** EXERCISE OBJECTIVE **
Omit the images and retype the records verbatim.
==== DATA IN THIS EXERCISE
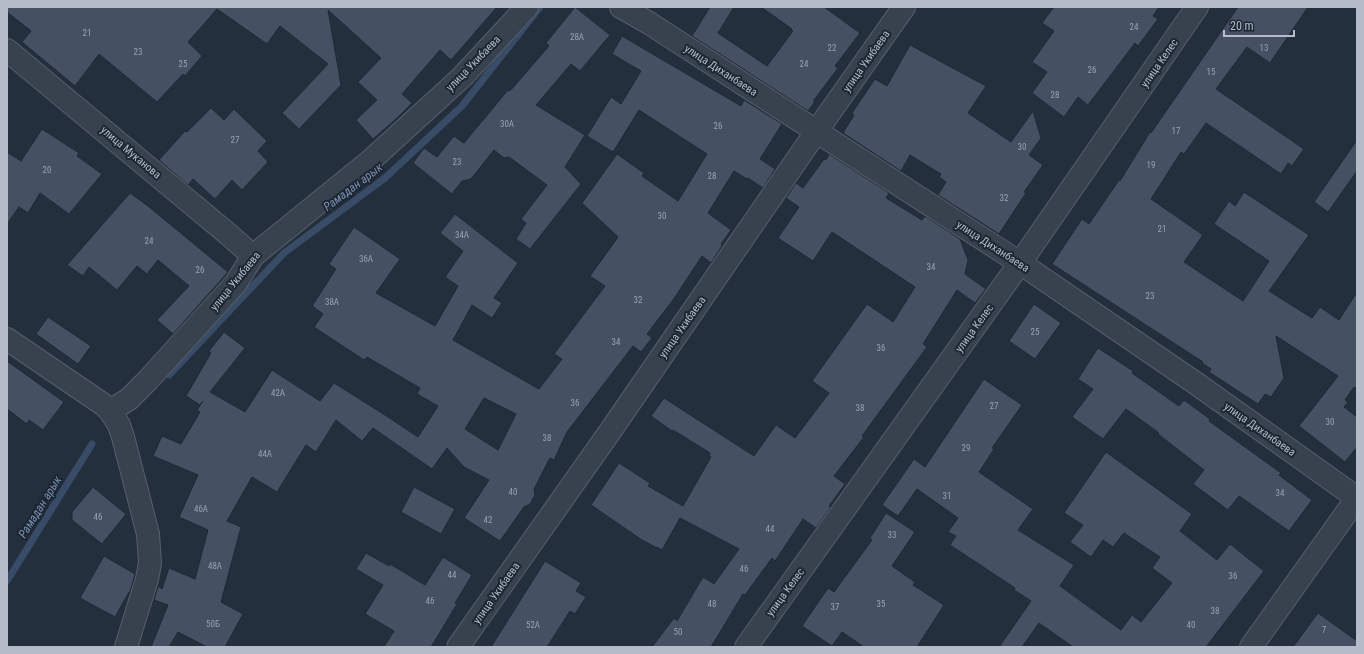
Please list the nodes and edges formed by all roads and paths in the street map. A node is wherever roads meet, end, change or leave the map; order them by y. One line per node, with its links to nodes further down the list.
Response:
1 (527, 7): 7 (street, улица Укибаева)
2 (621, 7): 6 (street, улица Диханбаева)
3 (904, 7): 6 (street, улица Укибаева)
4 (1197, 7): 8 (street, улица Келес)
5 (7, 50): 7 (street, улица Муканова)
6 (816, 132): 8 (street, улица Диханбаева); 13 (street, улица Укибаева)
7 (252, 256): 10 (street, улица Укибаева)
8 (1020, 263): 11 (street, улица Диханбаева); 14 (street, улица Келес)
9 (7, 338): 10 (street)
10 (110, 411): 12 (street)
11 (1357, 498): 15 (street, улица Диханбаева)
12 (126, 647)
13 (458, 647)
14 (746, 647)
15 (1251, 647)

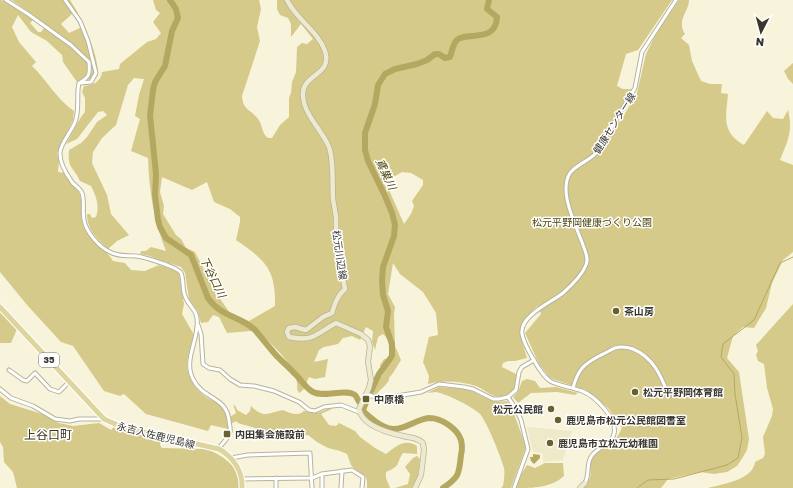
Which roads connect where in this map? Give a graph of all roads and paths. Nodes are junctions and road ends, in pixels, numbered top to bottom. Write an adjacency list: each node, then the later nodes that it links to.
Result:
========
** RESPONSE AREA **
Please list the nodes and edges formed by all roads and paths in the street map. A node is wherever roads meet, end, change or leave the map; order them by y. One line per node, with its links to nodes further down the list.
Response:
1 (527, 7): 7 (street, улица Укибаева)
2 (621, 7): 6 (street, улица Диханбаева)
3 (904, 7): 6 (street, улица Укибаева)
4 (1197, 7): 8 (street, улица Келес)
5 (7, 50): 7 (street, улица Муканова)
6 (816, 132): 8 (street, улица Диханбаева); 13 (street, улица Укибаева)
7 (252, 256): 10 (street, улица Укибаева)
8 (1020, 263): 11 (street, улица Диханбаева); 14 (street, улица Келес)
9 (7, 338): 10 (street)
10 (110, 411): 12 (street)
11 (1357, 498): 15 (street, улица Диханбаева)
12 (126, 647)
13 (458, 647)
14 (746, 647)
15 (1251, 647)

Which roads connect where in this map? Give a graph of all roads and paths. Nodes are junctions and road ends, in pixels, numbered top to bottom. Write an adjacency list: each node, then the later nodes that it links to.
Result:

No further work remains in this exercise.